“In spite of their own sufferings they were trying to help me, and when I was fully conscious again the German gave us a morphia injection and took one himself. His medical corps had also provided him with the injection and the needle, together with printed instructions for its use.

“After the injection, feeling wonderfully at ease, we spoke of the lives we had lived before the war. We all spoke English, and we talked of the women we had left at home. Both the German and the Britisher had only been married a year. . . .

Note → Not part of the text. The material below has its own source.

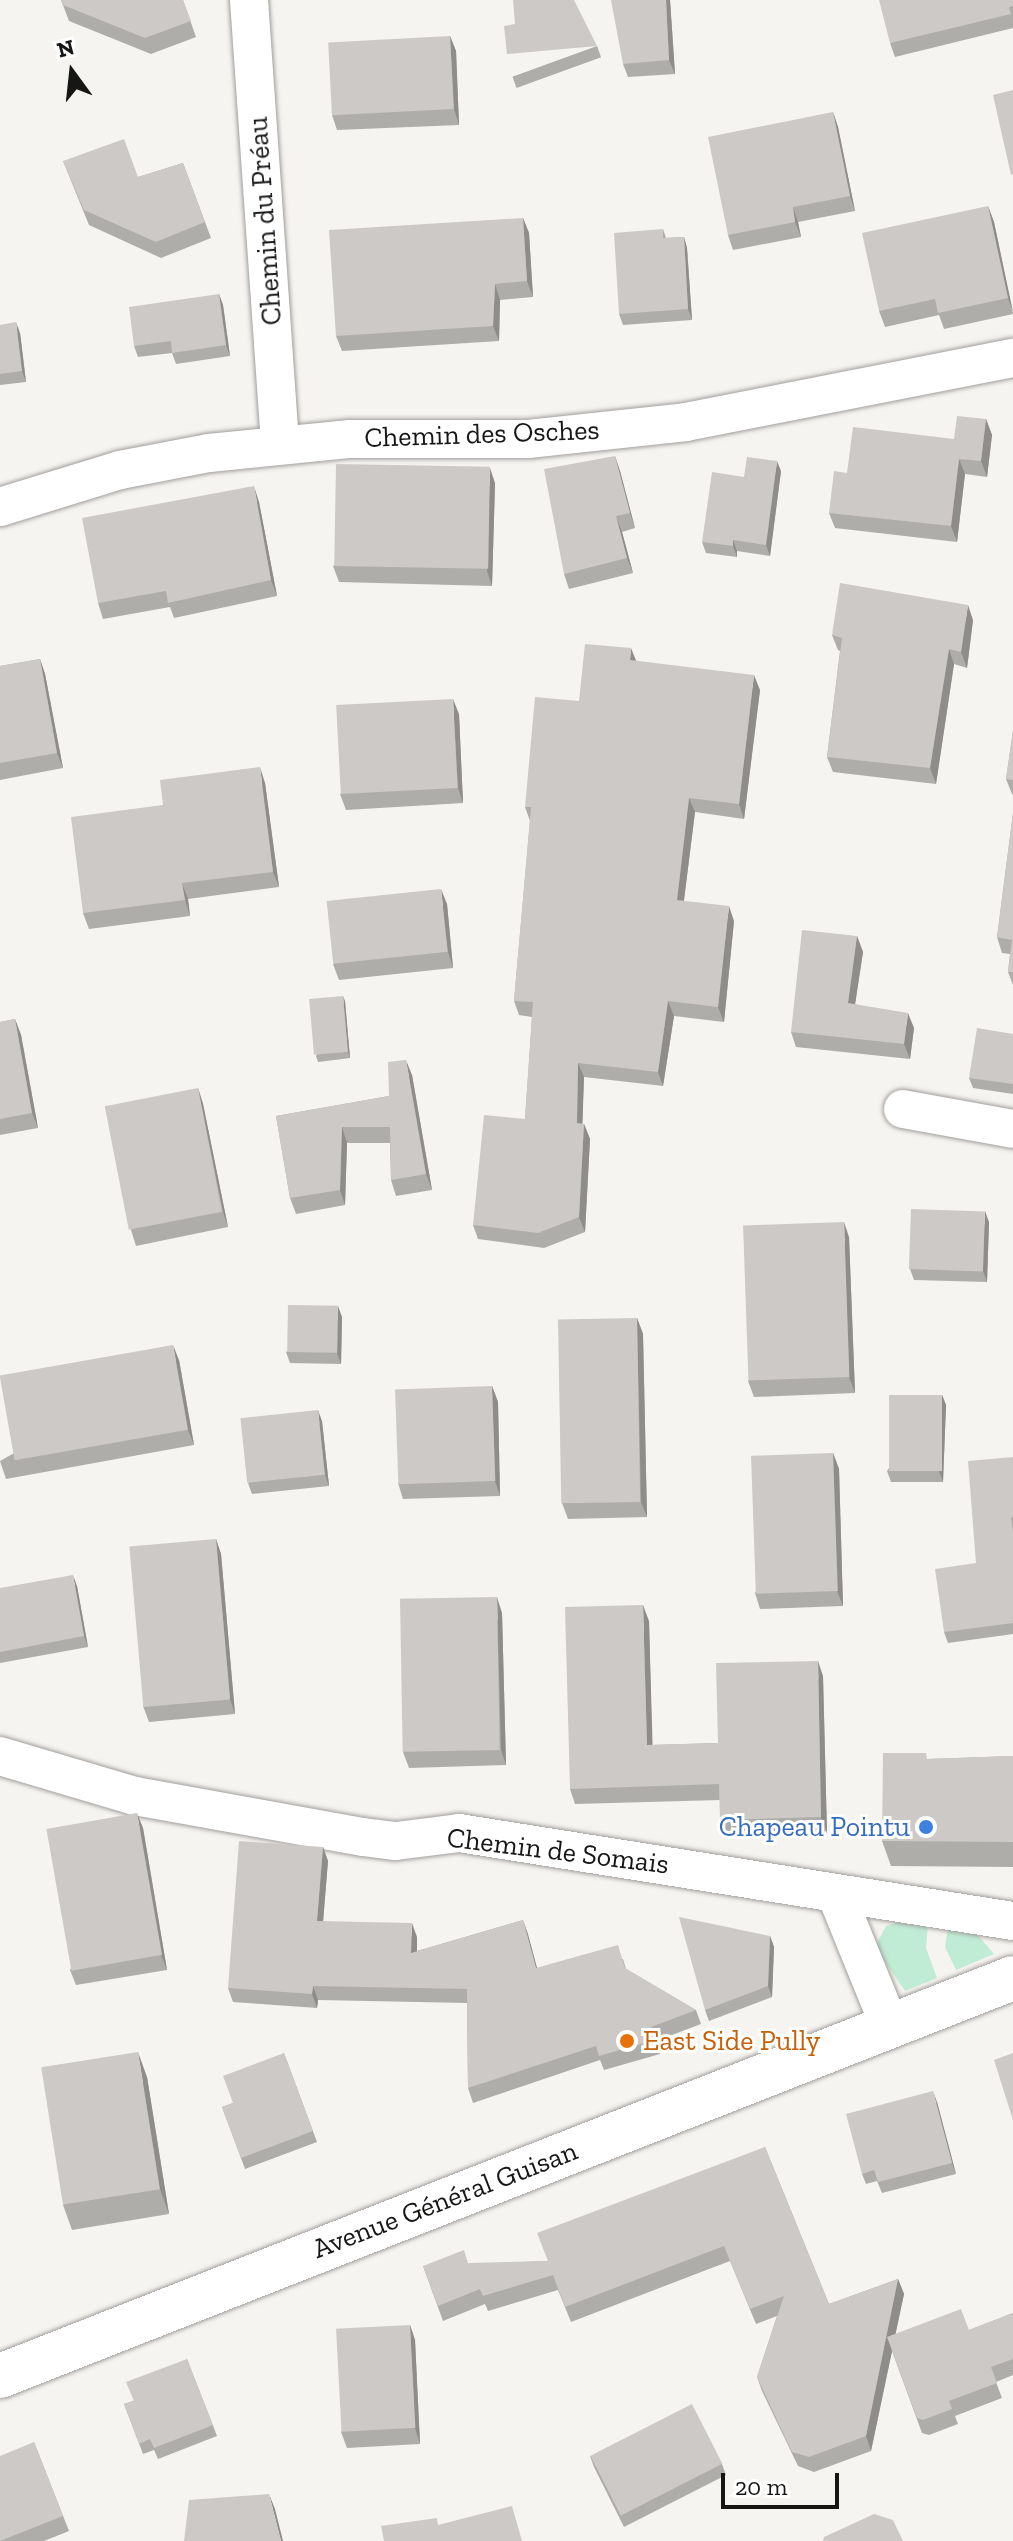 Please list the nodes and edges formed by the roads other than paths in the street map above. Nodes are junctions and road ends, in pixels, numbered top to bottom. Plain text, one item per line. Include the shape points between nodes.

“I wonder, and I supposed the others did, why we had fought each other at all. I looked at the Highlander, who was falling to sleep, exhausted, and in spite of his drawn face and mud-stained uniform, he looked the embodiment of freedom. Then I thought of the Tri-color of France, and all that France had done for liberty. Then I watched the German, who had ceased to speak. He had taken a prayer book from his knapsack and was trying to read a service for soldiers wounded in battle.”

“SAME PAIR OF BLUE EYES”

Sergeant Gabriel David, of the French infantry, who saw seven months of continuous service in the trenches of the Argonne Forest, described the odd effect of peeping over the top of a trench for weeks into the same pair of German blue eyes.

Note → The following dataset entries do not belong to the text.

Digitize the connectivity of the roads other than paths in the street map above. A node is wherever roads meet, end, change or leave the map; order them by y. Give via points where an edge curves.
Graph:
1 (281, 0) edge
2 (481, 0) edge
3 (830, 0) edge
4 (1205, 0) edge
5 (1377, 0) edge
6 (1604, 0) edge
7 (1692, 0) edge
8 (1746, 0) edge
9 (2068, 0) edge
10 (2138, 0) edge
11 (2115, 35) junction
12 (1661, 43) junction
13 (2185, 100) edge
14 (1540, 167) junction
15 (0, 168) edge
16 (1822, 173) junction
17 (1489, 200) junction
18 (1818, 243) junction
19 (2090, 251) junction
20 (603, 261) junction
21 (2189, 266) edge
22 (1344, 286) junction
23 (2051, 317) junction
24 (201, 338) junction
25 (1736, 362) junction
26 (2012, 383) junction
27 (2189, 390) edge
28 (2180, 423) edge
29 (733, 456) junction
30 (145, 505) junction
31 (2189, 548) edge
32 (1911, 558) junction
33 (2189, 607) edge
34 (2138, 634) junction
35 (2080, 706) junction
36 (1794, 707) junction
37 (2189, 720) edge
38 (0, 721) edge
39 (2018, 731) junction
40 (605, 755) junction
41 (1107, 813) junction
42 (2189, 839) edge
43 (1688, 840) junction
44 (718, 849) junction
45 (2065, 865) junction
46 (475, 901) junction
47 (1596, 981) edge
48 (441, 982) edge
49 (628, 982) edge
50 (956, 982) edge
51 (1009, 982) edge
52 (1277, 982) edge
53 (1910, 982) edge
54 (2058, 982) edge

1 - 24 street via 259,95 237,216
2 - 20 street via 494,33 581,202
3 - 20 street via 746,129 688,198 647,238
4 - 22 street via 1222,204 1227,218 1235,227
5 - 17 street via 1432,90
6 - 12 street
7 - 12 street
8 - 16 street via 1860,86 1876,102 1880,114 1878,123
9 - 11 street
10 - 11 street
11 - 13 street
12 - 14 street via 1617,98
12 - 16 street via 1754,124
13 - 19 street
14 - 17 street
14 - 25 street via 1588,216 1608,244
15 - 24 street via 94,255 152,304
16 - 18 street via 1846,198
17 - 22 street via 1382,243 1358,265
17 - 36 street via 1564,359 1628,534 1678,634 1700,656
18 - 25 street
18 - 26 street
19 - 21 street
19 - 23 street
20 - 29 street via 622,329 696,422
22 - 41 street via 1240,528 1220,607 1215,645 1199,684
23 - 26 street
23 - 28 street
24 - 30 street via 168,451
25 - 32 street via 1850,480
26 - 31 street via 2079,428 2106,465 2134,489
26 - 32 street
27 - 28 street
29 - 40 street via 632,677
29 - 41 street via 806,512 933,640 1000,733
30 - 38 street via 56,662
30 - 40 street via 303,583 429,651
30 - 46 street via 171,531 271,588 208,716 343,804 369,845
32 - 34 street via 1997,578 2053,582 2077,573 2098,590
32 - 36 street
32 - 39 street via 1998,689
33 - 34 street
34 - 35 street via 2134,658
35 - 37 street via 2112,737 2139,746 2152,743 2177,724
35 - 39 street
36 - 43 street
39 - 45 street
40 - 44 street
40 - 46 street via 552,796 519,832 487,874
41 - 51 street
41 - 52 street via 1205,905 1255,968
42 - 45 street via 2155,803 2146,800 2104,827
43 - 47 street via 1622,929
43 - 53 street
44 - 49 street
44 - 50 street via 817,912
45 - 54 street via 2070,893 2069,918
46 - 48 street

“I don’t know who this man was or what he might have been,” he said, “but wherever I go I can yet see those sad-looking eyes. He and I gazed at each other for three weeks in one stretch; his watch seemed to always be the same as mine. We came to respect each other. I am sure that I would always know those blue eyes, and I would like to meet that man when the war has ended.”

FIGHTING WITHOUT HATE

There is yet to appear an authentic letter from a private or officer on either side that contains a tithe of the virulence and bitterness shown in the statements and writings of many non-combatants.

“One wonders,” runs a letter of a British officer, “when one sees a German face to face, is this really one of those devils who wrought such devastation—for devastation they have surely wrought. You can hardly believe it, for he seems much the same as other soldiers. I can assure you that out here there is none of that insensate hatred that one hears about.